Matt’s first convert is John and together they plan to become an
unbeatable DJ:ing duo and they are going to go to the states to discover new
records. They start saving up, but the saving goes slowly. Matt spends his
money on drugs, John on records.
Will their friendship last? Will they ever get to America?
Acclaimed Northern Soul director Elaine Constantine visited
Sweden for a special screening of
Northern Soul at RNio io, where she introduced the film.
And she also granted personal interviews.
-When did you first encounter Northern Soul? You actually look
much too young to remember 1974!
-Thanks! I was eleven at the time, when I first heard Northern Soul at
the youth club, just like the character John does in the film, and it captured
me immediately! I’ll actually be fifty this year. So I can remember the
seventies!
- The film has a very strong documentary feel …
- It is interesting that you should say that, because I first planned on
making a documentary. I shot loads of material. The music and the passion for
the music is still there, and there are still people collecting the records.
Its just … the dancing wasn’t there anymore. All those cool lads and girls in
their best getups, dancing the night away. Now the Northern Soul fans
had reached middle age. So I had to recreate the scene in a fiction, but I
still wanted it to feel like a documentary. As if you could time travel and see the 1970:ies again.
-The opening shot of Burnsworth is like all those social realism kitchen
sink realism movies (a lot of them shot in the 1970:ies) and then the music is
so upbeat and optimistic and also feminist with lyrics like “I’ve done all
right for a girl” and the film is just something completely different from all
those other films with similar opening shots …
- I totally get what you mean. I you were born in the working classes in
the 40:ies or 50:ies that was that. You could dream but you couldn’t realize
the dream. If you were born in the 60:ies or 70:ies (like I was) you can dream
and realize the dream, which is why john and matt are so optimistic. Yes they
are working class but why shouldn’t they
have a great music career and become famous DJs? But I like social
realism and their documentaries and their feel. But as time goes on things
changes.
-How did you find the actors for Northern Soul?

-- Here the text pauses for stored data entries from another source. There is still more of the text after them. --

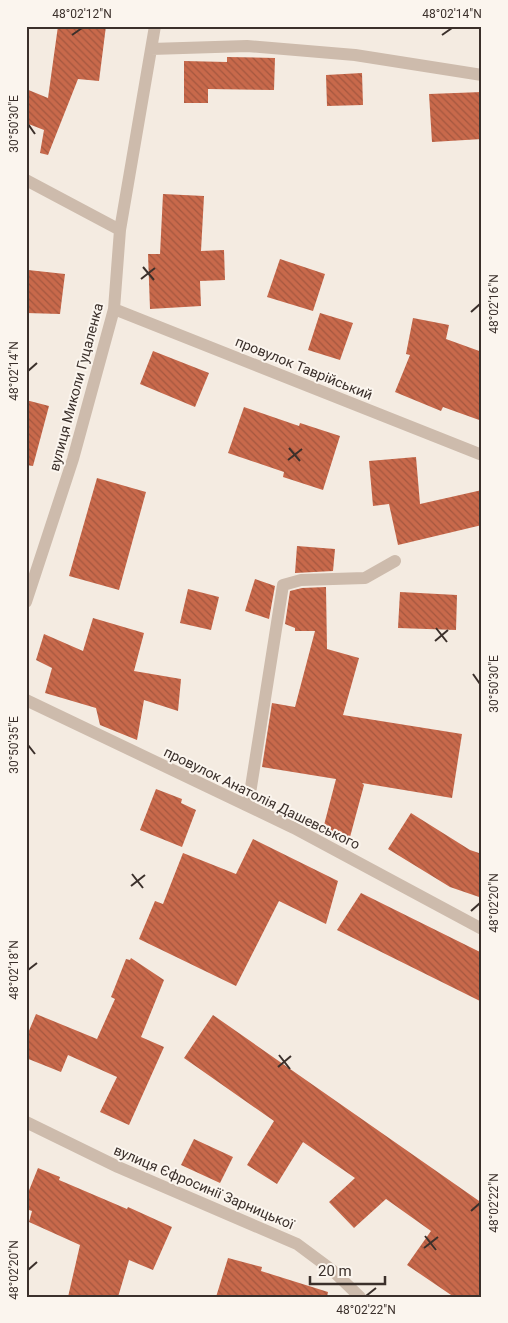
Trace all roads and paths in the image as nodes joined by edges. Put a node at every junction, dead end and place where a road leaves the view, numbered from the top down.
1 (154, 26) edge
2 (151, 49) junction
3 (482, 74) edge
4 (26, 180) edge
5 (120, 230) junction
6 (114, 309) junction
7 (482, 455) edge
8 (395, 561) dead end
9 (26, 602) edge
10 (26, 700) edge
11 (248, 806) junction
12 (482, 929) edge
13 (26, 1122) edge
14 (360, 1297) edge

1 - 2 street, вулиця Миколи Гуцаленка
2 - 3 street
2 - 5 street, вулиця Миколи Гуцаленка
4 - 5 street
5 - 6 street, вулиця Миколи Гуцаленка
6 - 7 street, провулок Таврійський
6 - 9 street, вулиця Миколи Гуцаленка
8 - 11 street
10 - 11 street, провулок Анатолія Дашевського
11 - 12 street, провулок Анатолія Дашевського
13 - 14 street, вулиця Єфросинії Зарницької

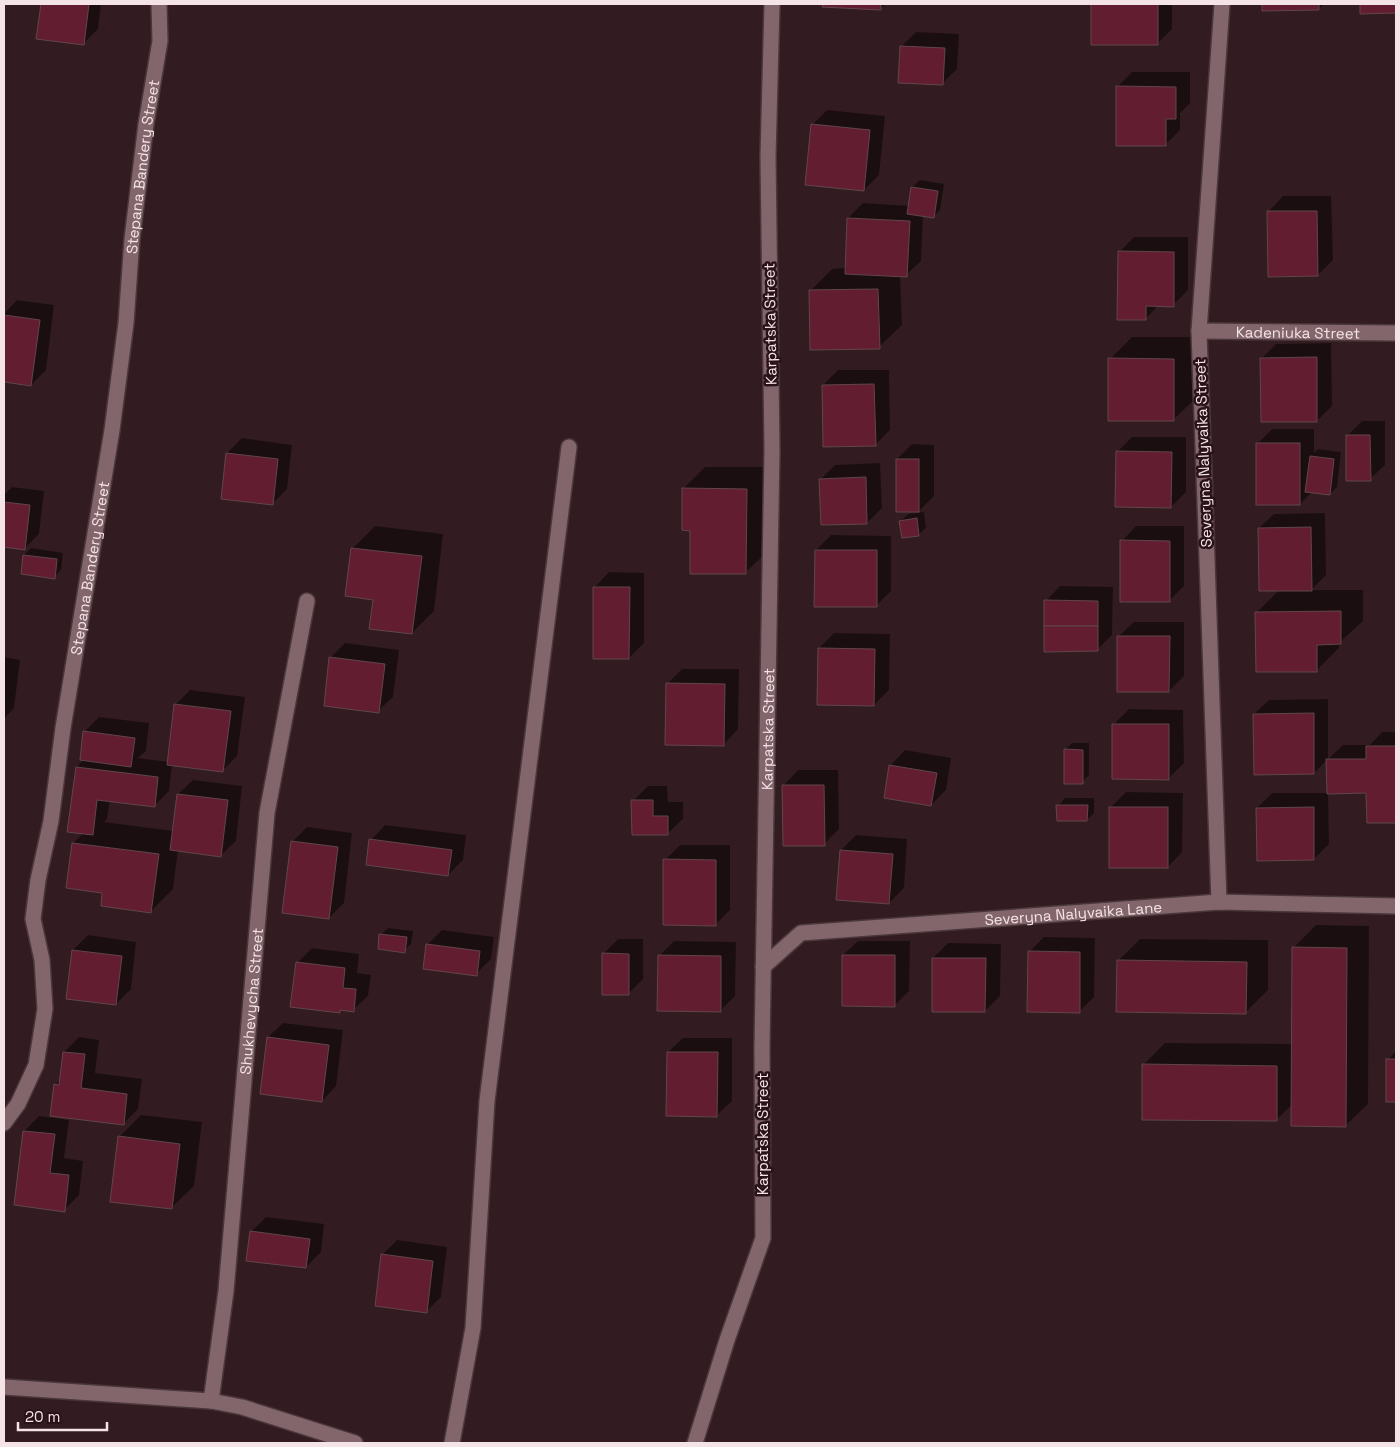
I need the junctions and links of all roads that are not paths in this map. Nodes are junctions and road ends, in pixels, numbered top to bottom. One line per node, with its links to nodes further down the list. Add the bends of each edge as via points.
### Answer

- We saw a LOT of different lads for Northern Soul, neither of
the lads, Joshua Whitehouse who plays Matt, or Elliot James Langridge who plays
John, are actors, or had done any acting before they got their parts in this
film. They got into a rigorous training
to play their parts. Elliot very early on decided that he wanted to be very
acrobatic in his part. That’s what you see on the poster. Then Elliot got a
small part in Hollyoaks and he asked me “should I take it?” and I was
like “yes, sure you should take it, it will be great for experience and of use for
us when you’re working with the film, because you’ll learn to hit a mark and
other useful things. Joshua Whitehouse, who plays Matt, it was his first film but he’s got plenty of offers
now and he’ll have a really bright future.
John and Matt - in a film about friendship. |
- The film is great its about friendship and music and fashion … and I
think it is great that it’s about a “friendship” triangle and not a romantic
triangle ---- with Matt and John and Sean as the three cornerstones--- because
friendship also goes though strains, and you don’t know if Matt’s and Johns friendship
is going to survive. That’s the mystery of the film! But you also had some
really well known older actors in the film …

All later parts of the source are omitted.